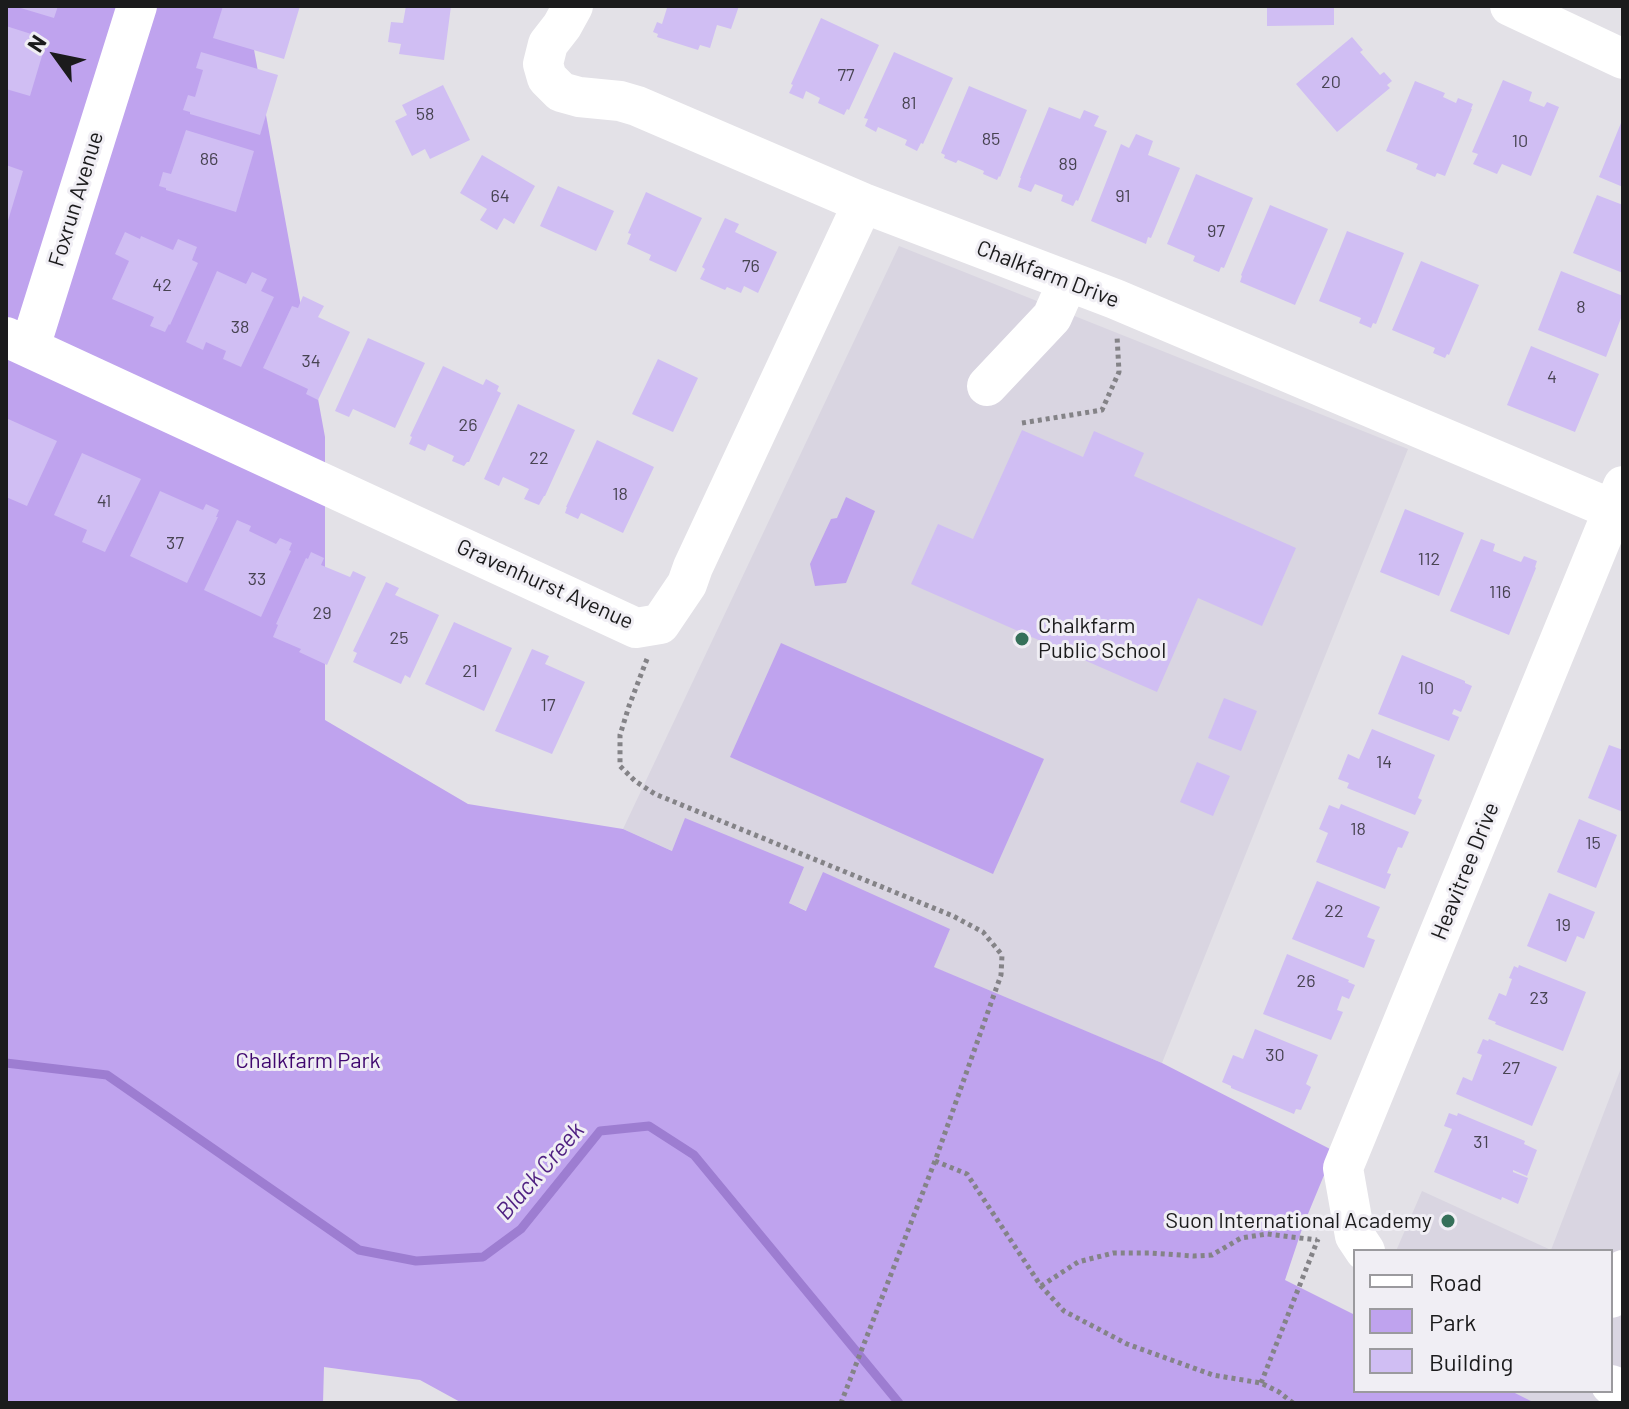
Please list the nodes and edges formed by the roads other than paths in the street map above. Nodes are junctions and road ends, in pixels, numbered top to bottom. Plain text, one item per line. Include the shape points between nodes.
1 (137, 6) edge
2 (573, 6) edge
3 (1510, 6) edge
4 (1623, 59) edge
5 (863, 203) junction
6 (1068, 281) junction
7 (18, 342) edge
8 (987, 386) dead end
9 (1620, 503) edge
10 (1346, 1242) edge
11 (1623, 1270) edge
12 (1613, 1293) edge

1 - 7 street, Foxrun Avenue
2 - 5 street, Chalkfarm Drive via 548,44 543,64 547,78 561,92 637,106
3 - 4 street
5 - 6 street, Chalkfarm Drive
5 - 7 street, Gravenhurst Avenue via 687,584 660,624 636,628
6 - 8 street via 1052,317
6 - 9 street, Chalkfarm Drive
9 - 10 street, Heavitree Drive via 1343,1168
11 - 12 street

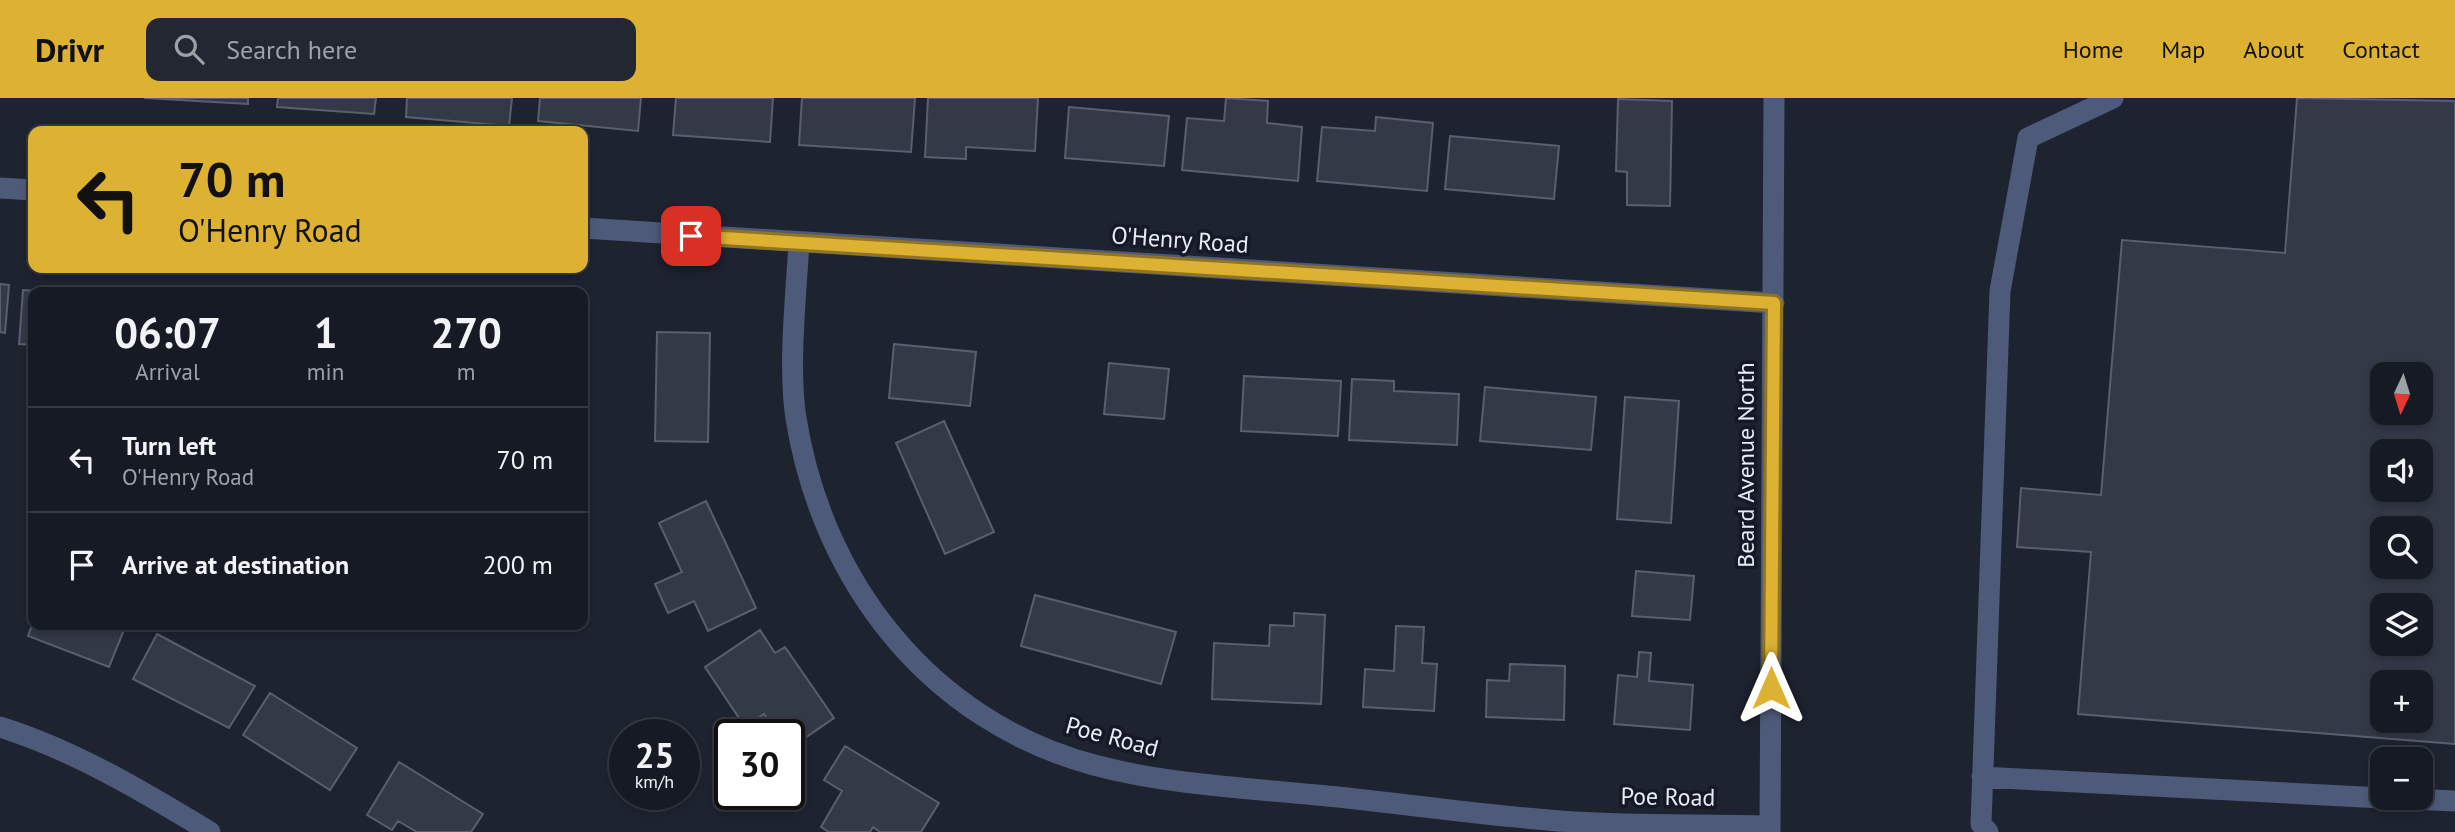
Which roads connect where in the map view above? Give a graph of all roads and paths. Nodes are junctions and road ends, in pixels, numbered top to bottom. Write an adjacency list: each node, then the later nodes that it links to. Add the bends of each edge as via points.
1 (1774, 98): 7 (street, Beard Avenue North)
2 (2113, 98): 9 (street, via 2028,138 2000,291)
3 (0, 188): 4 (street)
4 (28, 190)
5 (588, 228): 6 (street, O'Henry Road)
6 (799, 243): 7 (street, O'Henry Road); 13 (street, Poe Road, via 795,416 813,494 844,569 890,636 949,691 1015,735 1093,765 1172,779 1575,822)
7 (1774, 303): 13 (street, Beard Avenue North)
8 (0, 727): 14 (street, via 147,793)
9 (1982, 777): 10 (street); 15 (street, via 1980,824)
10 (2370, 797)
11 (2433, 800): 12 (street)
12 (2455, 801)
13 (1770, 829)
14 (210, 832)
15 (1988, 832)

============================================================

Omit all pictures and repeat the rest of the records verbatim.

Please list the nodes and edges formed by the roads other than paths in the street map above. Nodes are junctions and road ends, in pixels, numbered top to bottom. Plain text, one item per line. Include the shape points between nodes.
1 (137, 6) edge
2 (573, 6) edge
3 (1510, 6) edge
4 (1623, 59) edge
5 (863, 203) junction
6 (1068, 281) junction
7 (18, 342) edge
8 (987, 386) dead end
9 (1620, 503) edge
10 (1346, 1242) edge
11 (1623, 1270) edge
12 (1613, 1293) edge

1 - 7 street, Foxrun Avenue
2 - 5 street, Chalkfarm Drive via 548,44 543,64 547,78 561,92 637,106
3 - 4 street
5 - 6 street, Chalkfarm Drive
5 - 7 street, Gravenhurst Avenue via 687,584 660,624 636,628
6 - 8 street via 1052,317
6 - 9 street, Chalkfarm Drive
9 - 10 street, Heavitree Drive via 1343,1168
11 - 12 street

Which roads connect where in the map view above? Give a graph of all roads and paths. Nodes are junctions and road ends, in pixels, numbered top to bottom. Write an adjacency list: each node, then the later nodes that it links to. Add the bends of each edge as via points.
1 (1774, 98): 7 (street, Beard Avenue North)
2 (2113, 98): 9 (street, via 2028,138 2000,291)
3 (0, 188): 4 (street)
4 (28, 190)
5 (588, 228): 6 (street, O'Henry Road)
6 (799, 243): 7 (street, O'Henry Road); 13 (street, Poe Road, via 795,416 813,494 844,569 890,636 949,691 1015,735 1093,765 1172,779 1575,822)
7 (1774, 303): 13 (street, Beard Avenue North)
8 (0, 727): 14 (street, via 147,793)
9 (1982, 777): 10 (street); 15 (street, via 1980,824)
10 (2370, 797)
11 (2433, 800): 12 (street)
12 (2455, 801)
13 (1770, 829)
14 (210, 832)
15 (1988, 832)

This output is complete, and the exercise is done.